The Ruby Dream Read online




  The Ruby Dream

  Annie Cosby

  Chapter One

  I stood on the precipice, not knowing that this humid day would be the one when I finally met the man who held the key to my past. The key to who I was. Beyond just an orphan in Killybeg. That day, oblivious to my destiny, I was planning an incredible journey, though it wasn’t the one fate was planning for me.

  Can I really leave behind everything I know? I wondered miserably.

  I’d been plotting an adventure with my best friend Wyn for as long as I could remember. “The Great and Mighty Voyage,” he called it. Going across the sea, leaving behind our boring existence to do, to be something grand … it was my greatest dream. So why was it that now, when Wyn was finally taking it so seriously, making plans, counting money, I felt a nervousness in my bones that threatened to undo me?

  I looked down from Diamond’s Peak, the ocean, a great unknown, glittering to my right, the waves a sapphire as deep and clear as the gems mined all over Lorrha. Nestled into the shadow of the little mountain I stood upon, the town of Killybeg stretched out before me like a well-worn blanket. Familiar, comfortable – almost stiflingly so – and yet …

  “Ruby!”

  My dark curls swirled across my vision as I spun back toward the bakery, and my breath hitched. The scones!

  My dusty leather boots, my only pair of shoes, scrabbled over the rocky ground to the squat, white stucco building, which sat overlooking the ocean and town like a beacon to weary travelers and townspeople alike. That is, if the town ever had any visitors. It didn’t. At least not that I could remember. No matter how long I watched the waves, no boats ever breached the horizon. A remote, craggy outcropping in the far western corner of Lorrha didn’t exactly attract exotic visitors. Not even people from the East cared to visit Killybeg, not when it was flanked by a haunted wood and about a million miles of bog.

  When I arrived in the bakery, Sarah stood in front of the oven, a tray of blackened lumps in her hands. “You’ll daydream us both to poverty, dearie.” She wasn’t scolding; she never scolded me. Instead, she sounded almost wistful.
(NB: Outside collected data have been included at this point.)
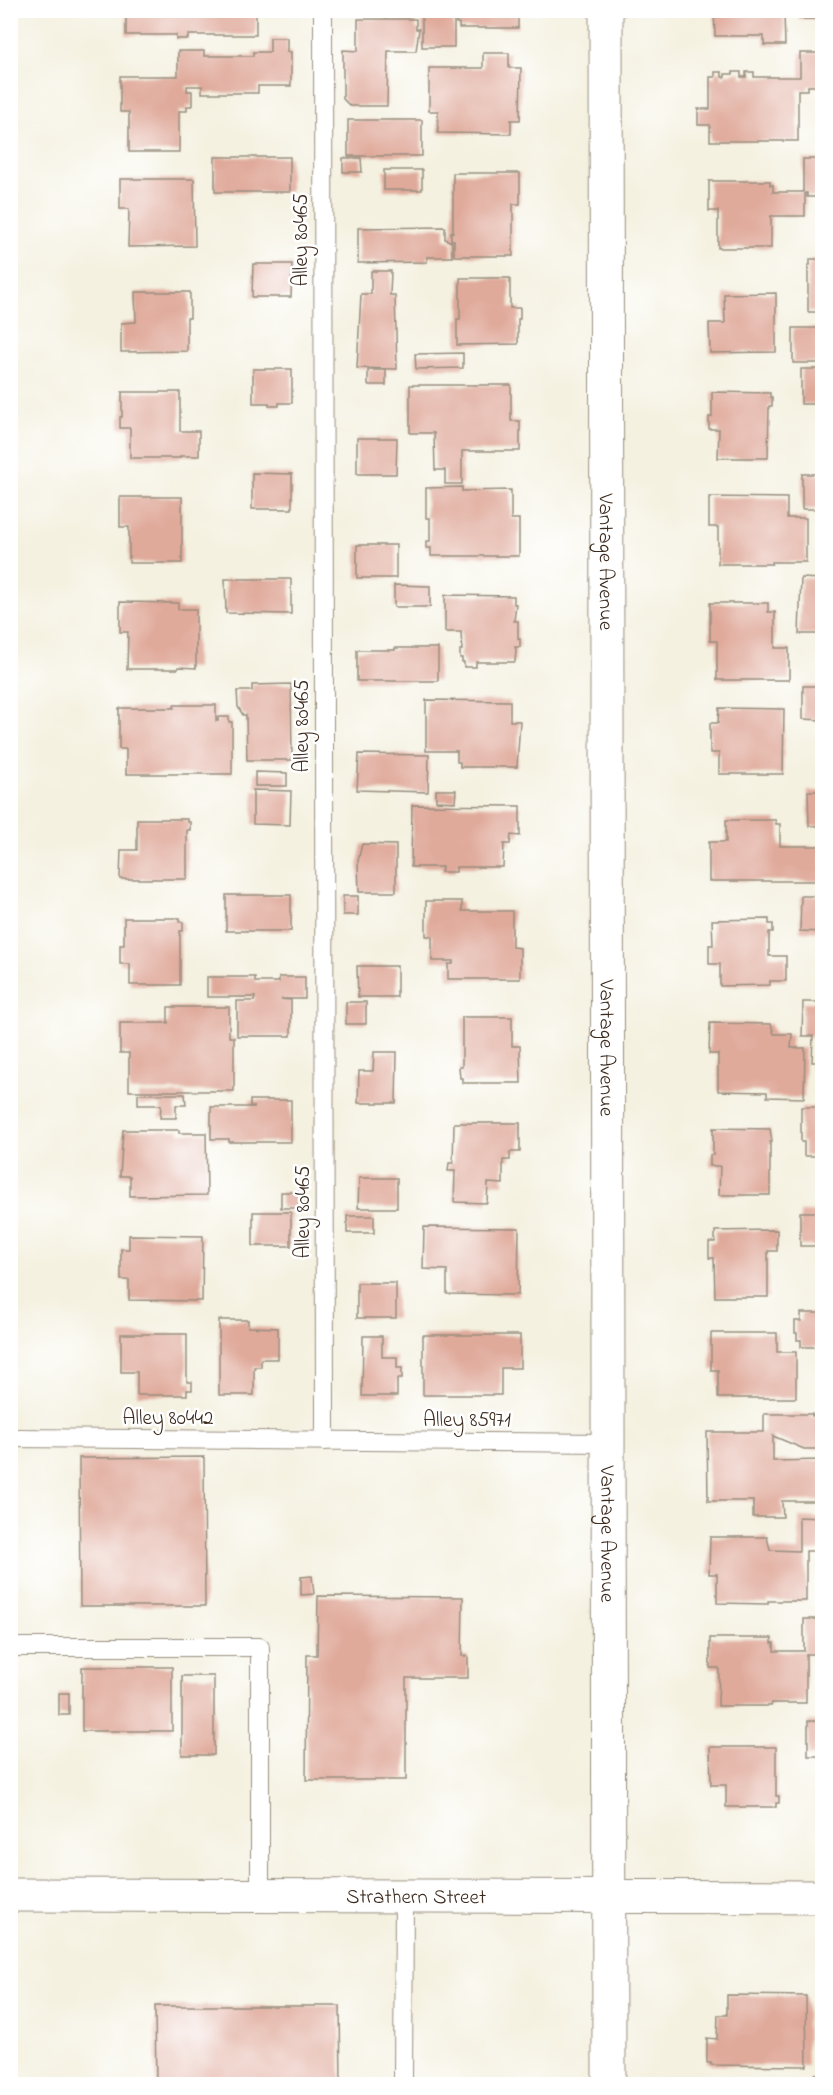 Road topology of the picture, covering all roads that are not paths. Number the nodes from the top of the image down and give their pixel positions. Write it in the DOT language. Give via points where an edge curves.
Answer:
graph roads {
  1 [pos="323,10"];
  2 [pos="606,10"];
  3 [pos="10,1438"];
  4 [pos="325,1441"];
  5 [pos="608,1443"];
  6 [pos="10,1647"];
  7 [pos="10,1895"];
  8 [pos="260,1896"];
  9 [pos="404,1896"];
  10 [pos="609,1897"];
  11 [pos="822,1897"];
  12 [pos="403,2085"];
  13 [pos="609,2085"];
  1 -- 4 [label="lane, Alley 80465"];
  2 -- 5 [label="street, Vantage Avenue"];
  3 -- 4 [label="lane, Alley 80442"];
  4 -- 5 [label="lane, Alley 85971"];
  5 -- 10 [label="street, Vantage Avenue"];
  6 -- 8 [label="lane" via="260,1647"];
  7 -- 8 [label="street, Strathern Street"];
  8 -- 9 [label="street, Strathern Street"];
  9 -- 10 [label="street, Strathern Street"];
  9 -- 12 [label="lane"];
  10 -- 11 [label="street, Strathern Street"];
  10 -- 13 [label="street, Vantage Avenue"];
}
  “I’m so sorry!” I cried, wringing my hands on the dirty white apron she insisted I wear over my clothes. As if my tattered dresses could be any more ruined by a bit of flour. “I was just … I just put them in, and then I was thinking … and … I’m sorry.”

  “It’s my own fault, child. You’ve been working long enough today.” Tiny wisps of tawny hair escaped her bun as she sighed and hung the tray out the open window, letting the ruined scones fall to their death. The sea breeze pushed its way into the tiny bakery, bringing the temperature down to something near bearable. It had been Sarah’s own husband, God rest his soul, who first had the idea to perch the bakery on the sea cliff overlooking the town. Killybeg could be stifling hot in the summers, but that was no excuse to turn off the oven, he said. And so, thanks to the ever-present breeze, the townspeople had bread to eat no matter the temperature.

  “Just let me make a new batch,” I suggested, guilty, moving toward the wooden counter that ringed the tiny room. It was the second time that week I’d ruined the scones, and I hated disappointing Sarah. Not to mention Maisie, who had been the first to take in the little impoverished orphan from elsewhere. Parents dead by the savagery of the sea, I’d been the most pitiful thing in the world, or so Maisie said. That’s how I’d ended up in her tiny azure cottage, Sarah and Wyn next door. The two older women, together, made one formidable pair of mothering hens. And here I’d disappointed them both. Again.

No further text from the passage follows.